**Work instruction:** Scan the entries below for the word "above". Copy out every line in which it occurs.

(Saved data entries)
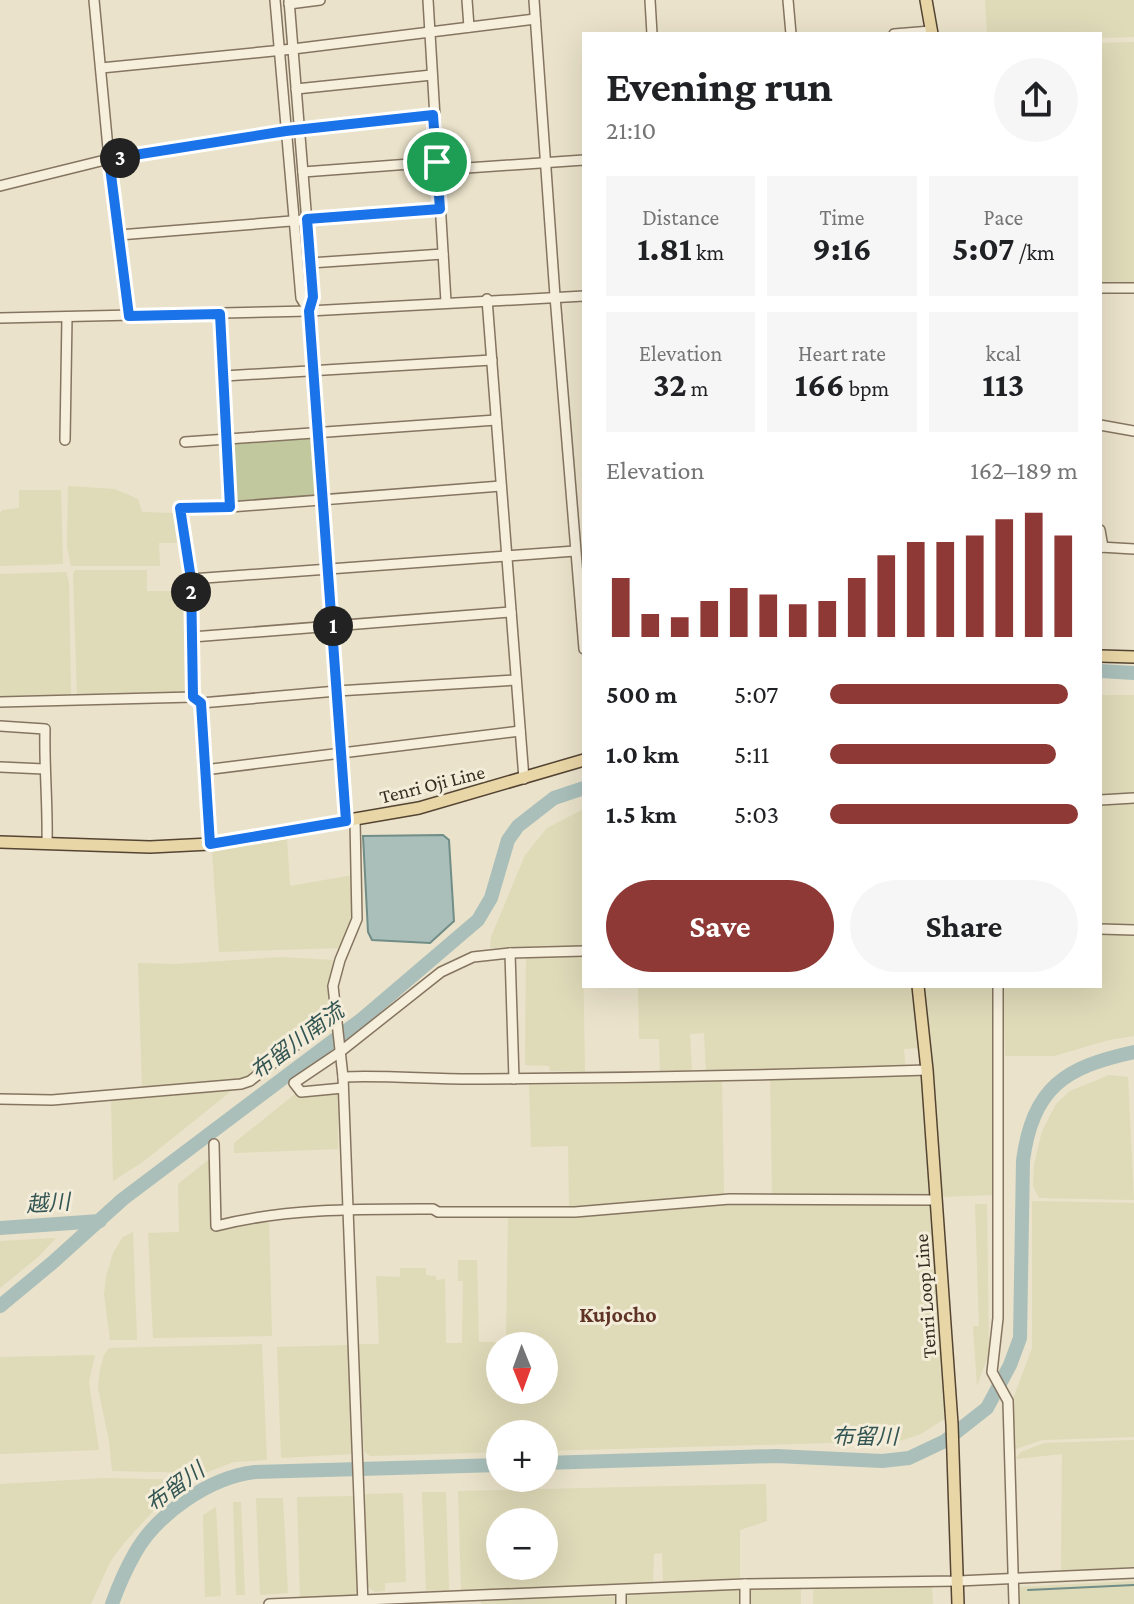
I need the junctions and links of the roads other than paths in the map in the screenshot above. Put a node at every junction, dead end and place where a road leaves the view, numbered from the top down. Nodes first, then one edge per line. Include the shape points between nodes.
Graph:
1 (94, 0) edge
2 (275, 0) edge
3 (320, 0) edge
4 (428, 0) edge
5 (467, 0) edge
6 (534, 0) edge
7 (650, 0) edge
8 (788, 0) edge
9 (926, 0) edge
10 (289, 2) edge
11 (535, 19) junction
12 (469, 27) junction
13 (652, 32) edge
14 (791, 32) edge
15 (932, 32) edge
16 (430, 33) junction
17 (293, 49) junction
18 (279, 50) junction
19 (101, 68) junction
20 (432, 75) junction
21 (296, 89) junction
22 (433, 115) junction
23 (300, 130) junction
24 (286, 131) junction
25 (109, 159) junction
26 (582, 160) edge
27 (547, 164) junction
28 (438, 166) junction
29 (303, 172) junction
30 (0, 186) edge
31 (440, 209) junction
32 (307, 219) junction
33 (295, 220) junction
34 (119, 235) junction
35 (443, 254) junction
36 (310, 263) junction
37 (1102, 288) edge
38 (1134, 288) edge
39 (555, 296) junction
40 (582, 296) edge
41 (487, 299) junction
42 (446, 302) junction
43 (309, 311) junction
44 (220, 314) junction
45 (129, 316) junction
46 (62, 317) junction
47 (0, 318) edge
48 (492, 360) junction
49 (314, 371) junction
50 (224, 376) junction
51 (496, 420) junction
52 (1102, 425) edge
53 (1134, 431) edge
54 (317, 432) junction
55 (227, 439) junction
56 (65, 440) dead end
57 (185, 442) dead end
58 (501, 486) junction
59 (322, 501) junction
60 (230, 507) junction
61 (1102, 547) edge
62 (1134, 549) edge
63 (575, 551) junction
64 (507, 556) junction
65 (329, 569) junction
66 (191, 579) junction
67 (511, 612) junction
68 (333, 626) junction
69 (582, 627) edge
70 (192, 637) junction
71 (1102, 656) edge
72 (1134, 657) edge
73 (516, 680) junction
74 (337, 691) junction
75 (197, 700) junction
76 (0, 702) edge
77 (0, 726) edge
78 (520, 731) junction
79 (342, 755) junction
80 (582, 761) edge
81 (0, 767) edge
82 (44, 769) junction
83 (204, 770) junction
84 (524, 779) junction
85 (1134, 798) edge
86 (1102, 800) edge
87 (351, 820) junction
88 (0, 842) edge
89 (47, 844) junction
90 (210, 844) junction
91 (1102, 929) edge
92 (1134, 930) edge
93 (582, 951) edge
94 (510, 953) junction
95 (918, 988) edge
96 (998, 988) edge
97 (335, 1014) junction
98 (340, 1049) junction
99 (927, 1070) junction
100 (514, 1079) junction
101 (343, 1083) junction
102 (0, 1099) edge
103 (214, 1144) dead end
104 (935, 1200) junction
105 (347, 1209) junction
106 (1134, 1573) edge
107 (1012, 1578) junction
108 (958, 1581) junction
109 (745, 1584) junction
110 (621, 1590) junction
111 (362, 1602) edge
112 (269, 1604) edge
113 (621, 1604) edge
114 (745, 1604) edge
115 (958, 1604) edge
116 (1014, 1604) edge

1 - 19 street
2 - 18 street
3 - 10 street
4 - 16 street
5 - 12 street
6 - 11 street
7 - 13 street
8 - 14 street
9 - 15 main road
10 - 17 street
11 - 12 street
11 - 27 street
12 - 16 street
16 - 17 street
16 - 20 street
17 - 18 street
17 - 21 street
18 - 19 street
18 - 24 street
19 - 25 street
20 - 21 street
20 - 22 street
21 - 23 street
22 - 23 street
22 - 28 street
23 - 24 street
23 - 29 street
24 - 25 street
24 - 33 street
25 - 30 street
25 - 34 street
26 - 27 street
27 - 28 street
27 - 39 street
28 - 29 street
28 - 31 street
29 - 32 street
31 - 32 street
31 - 35 street
32 - 33 street
32 - 36 street
33 - 34 street
33 - 43 street via 301,298
34 - 45 street
35 - 36 street
35 - 42 street
36 - 43 street
37 - 38 street
39 - 40 street
39 - 41 street
39 - 63 street
41 - 42 street
41 - 48 street
42 - 43 street
43 - 44 street
43 - 49 street
44 - 45 street
44 - 50 street
45 - 46 street
46 - 47 street
46 - 56 street
48 - 49 street
48 - 51 street
49 - 50 street
49 - 54 street
50 - 55 street
51 - 54 street
51 - 58 street
52 - 53 street
54 - 55 street
54 - 59 street
55 - 57 street
55 - 60 street
58 - 59 street
58 - 64 street
59 - 60 street
59 - 65 street
60 - 66 street via 180,508
61 - 62 street
63 - 64 street
63 - 69 street
64 - 65 street
64 - 67 street
65 - 66 street
65 - 68 street
66 - 70 street
67 - 68 street
67 - 73 street
68 - 70 street
68 - 74 street
70 - 75 street
71 - 72 main road
73 - 74 street
73 - 78 street
74 - 75 street
74 - 79 street
75 - 76 street
75 - 83 street
77 - 82 street via 45,729
78 - 79 street
78 - 84 street
79 - 83 street
79 - 87 street
80 - 84 main road, Tenri Oji Line
81 - 82 street
82 - 89 street
83 - 90 street
84 - 87 main road, Tenri Oji Line via 419,808
85 - 86 street
87 - 90 main road, Tenri Oji Line
87 - 97 street via 359,908 333,986
88 - 89 main road, Tenri Oji Line
89 - 90 main road, Tenri Oji Line
91 - 92 street
93 - 94 street
94 - 98 street via 473,957 441,972
94 - 100 street
95 - 99 main road, Tenri Loop Line
96 - 107 street via 998,1318 992,1372 1008,1401
97 - 98 street
97 - 102 street via 241,1084 52,1100
98 - 101 street
98 - 101 street via 294,1083 301,1092
99 - 100 street
99 - 104 main road, Tenri Loop Line
100 - 101 street via 371,1076
101 - 105 street
103 - 105 street via 216,1226 244,1218
104 - 105 street via 730,1199 575,1212
104 - 108 main road, Tenri Loop Line
105 - 111 street
106 - 107 street
107 - 108 street
107 - 116 street
108 - 109 street
108 - 115 main road, Tenri Loop Line
109 - 110 street
109 - 114 street
110 - 111 street
110 - 113 street
111 - 112 street

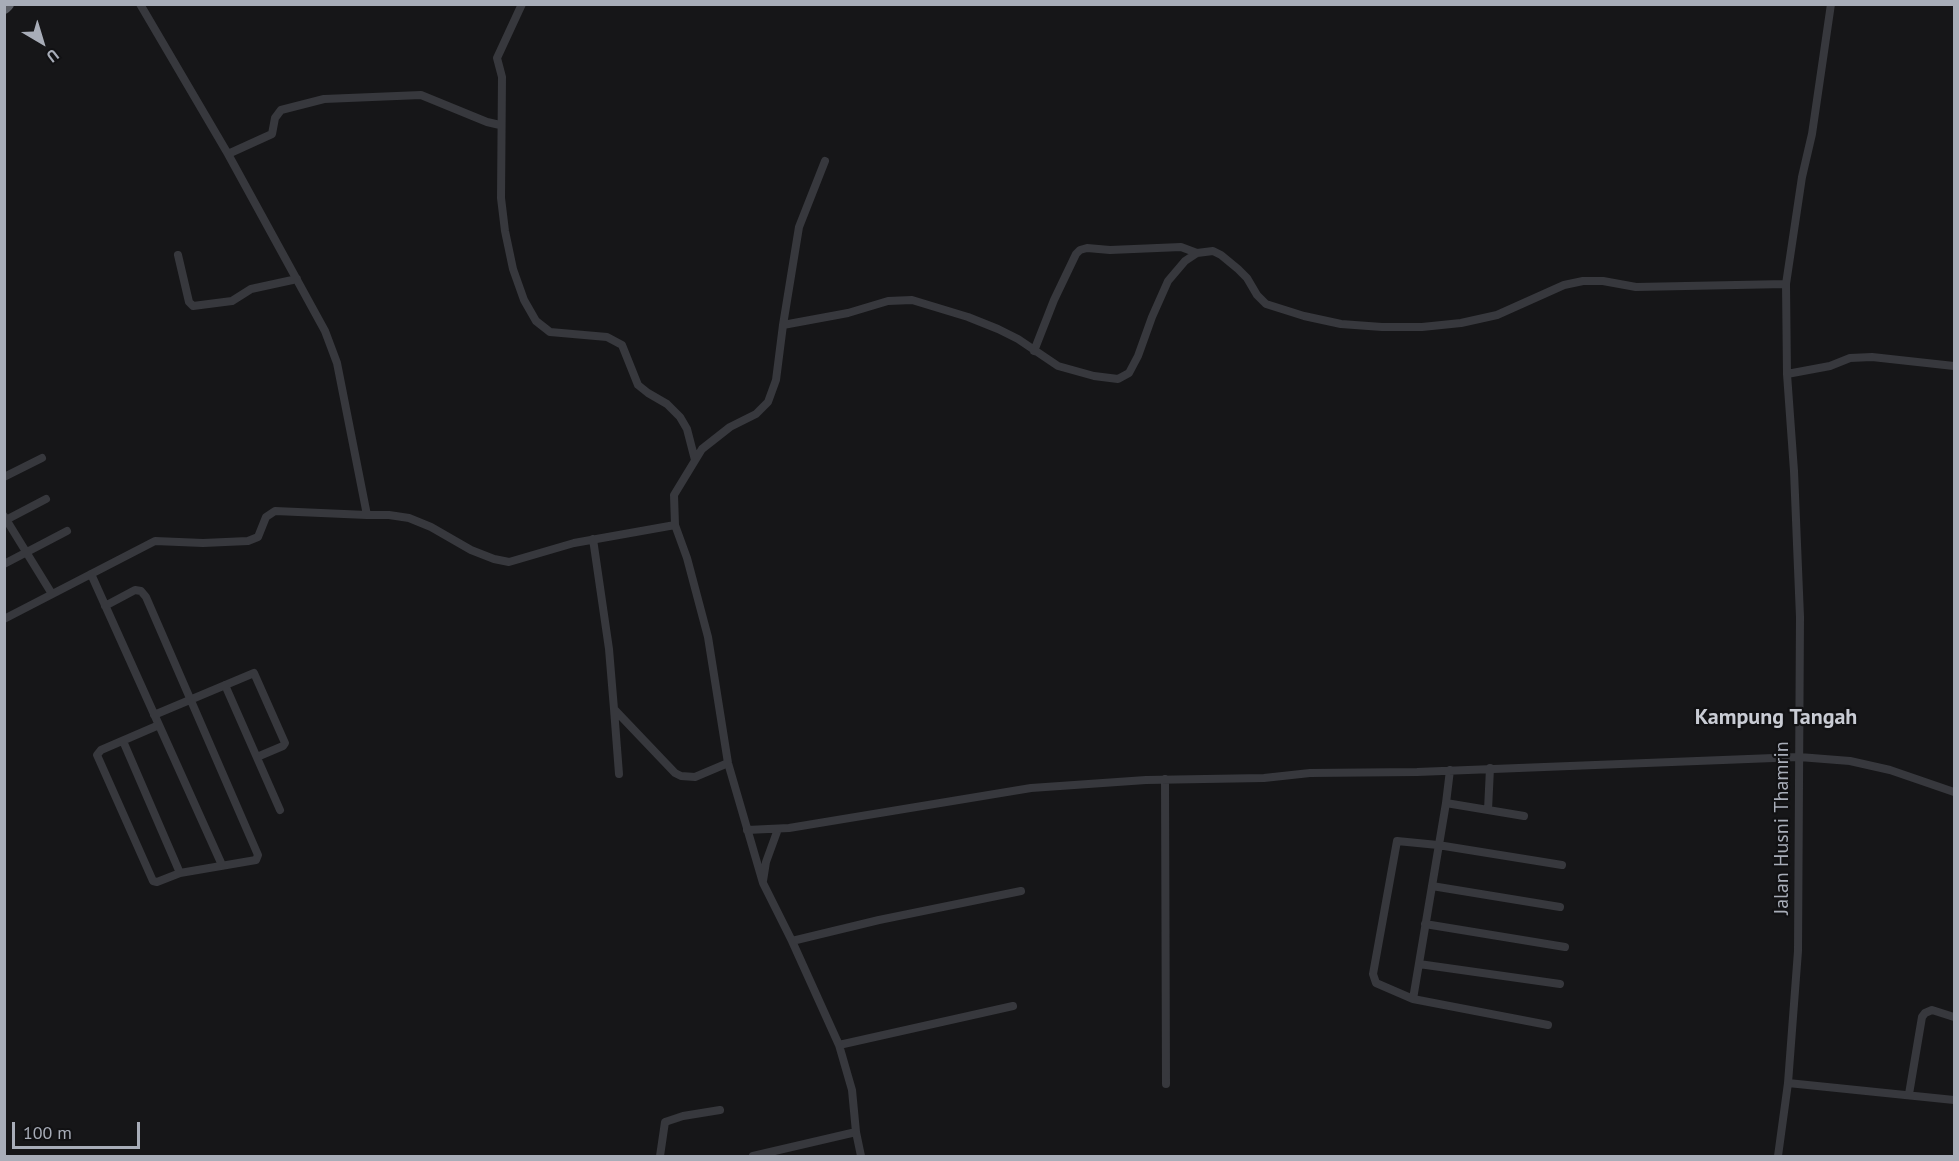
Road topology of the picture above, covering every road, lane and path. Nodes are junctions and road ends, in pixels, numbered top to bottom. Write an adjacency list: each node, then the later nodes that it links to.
1 (140, 4): 5 (street)
2 (522, 4): 4 (street)
3 (1831, 4): 10 (street, Jalan Husni Thamrin)
4 (494, 123): 5 (street); 16 (street)
5 (228, 154): 9 (street)
6 (825, 161): 11 (street)
7 (1197, 253): 10 (street); 12 (street); 12 (street)
8 (178, 255): 9 (street)
9 (297, 279): 19 (street)
10 (1786, 284): 14 (street, Jalan Husni Thamrin)
11 (783, 325): 12 (street); 16 (street)
12 (1035, 351)
13 (1954, 366): 14 (street)
14 (1786, 374): 37 (street, Jalan Husni Thamrin)
15 (42, 458): 17 (street)
16 (695, 460): 21 (street)
17 (4, 477)
18 (46, 499): 20 (street)
19 (367, 514): 23 (street); 26 (street)
20 (5, 519): 24 (street)
21 (675, 525): 23 (street); 38 (street)
22 (67, 531): 24 (street)
23 (593, 539): 32 (street)
24 (27, 552): 25 (street); 27 (street)
25 (4, 564)
26 (91, 574): 27 (street); 28 (street)
27 (52, 594): 29 (street)
28 (105, 606): 31 (street); 33 (street)
29 (4, 619)
30 (225, 685): 31 (street); 36 (street); 36 (street)
31 (191, 699): 33 (street); 51 (street)
32 (614, 709): 38 (street); 41 (street)
33 (154, 715): 34 (street)
34 (159, 725): 35 (street); 51 (street)
35 (123, 741): 53 (street); 53 (street)
36 (257, 757): 45 (street)
37 (1799, 757): 39 (street); 43 (street); 68 (street, Jalan Husni Thamrin)
38 (728, 763): 49 (street)
39 (1490, 768): 40 (street); 46 (street)
40 (1450, 770): 42 (street); 44 (street)
41 (619, 774)
42 (1166, 779): 48 (street); 69 (street)
43 (1954, 792)
44 (1446, 803): 46 (street); 50 (street)
45 (280, 810)
46 (1488, 810): 47 (street)
47 (1524, 816)
48 (778, 829): 49 (street); 54 (street)
49 (747, 830): 54 (street)
50 (1438, 844): 52 (street); 55 (street); 63 (street)
51 (222, 865): 53 (street)
52 (1562, 865)
53 (180, 873)
54 (763, 883): 59 (street)
55 (1432, 886): 57 (street); 58 (street)
56 (1021, 891): 59 (street)
57 (1560, 907)
58 (1425, 924): 60 (street); 61 (street)
59 (792, 941): 67 (street)
60 (1565, 947)
61 (1419, 964): 62 (street); 63 (street)
62 (1560, 984)
63 (1413, 999): 66 (street)
64 (1013, 1006): 67 (street)
65 (1954, 1017): 70 (street)
66 (1548, 1025)
67 (839, 1045): 73 (street)
68 (1788, 1083): 70 (street); 77 (street, Jalan Husni Thamrin)
69 (1166, 1084)
70 (1909, 1094): 71 (street)
71 (1954, 1100)
72 (720, 1110): 74 (street)
73 (856, 1132): 75 (street); 76 (street)
74 (660, 1156)
75 (753, 1156)
76 (861, 1156)
77 (1778, 1156)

**Task output:**
I need the junctions and links of the roads other than paths in the map in the screenshot above. Put a node at every junction, dead end and place where a road leaves the view, numbered from the top down. Nodes first, then one edge per line. Include the shape points between nodes.
Road topology of the picture above, covering every road, lane and path. Nodes are junctions and road ends, in pixels, numbered top to bottom. Write an adjacency list: each node, then the later nodes that it links to.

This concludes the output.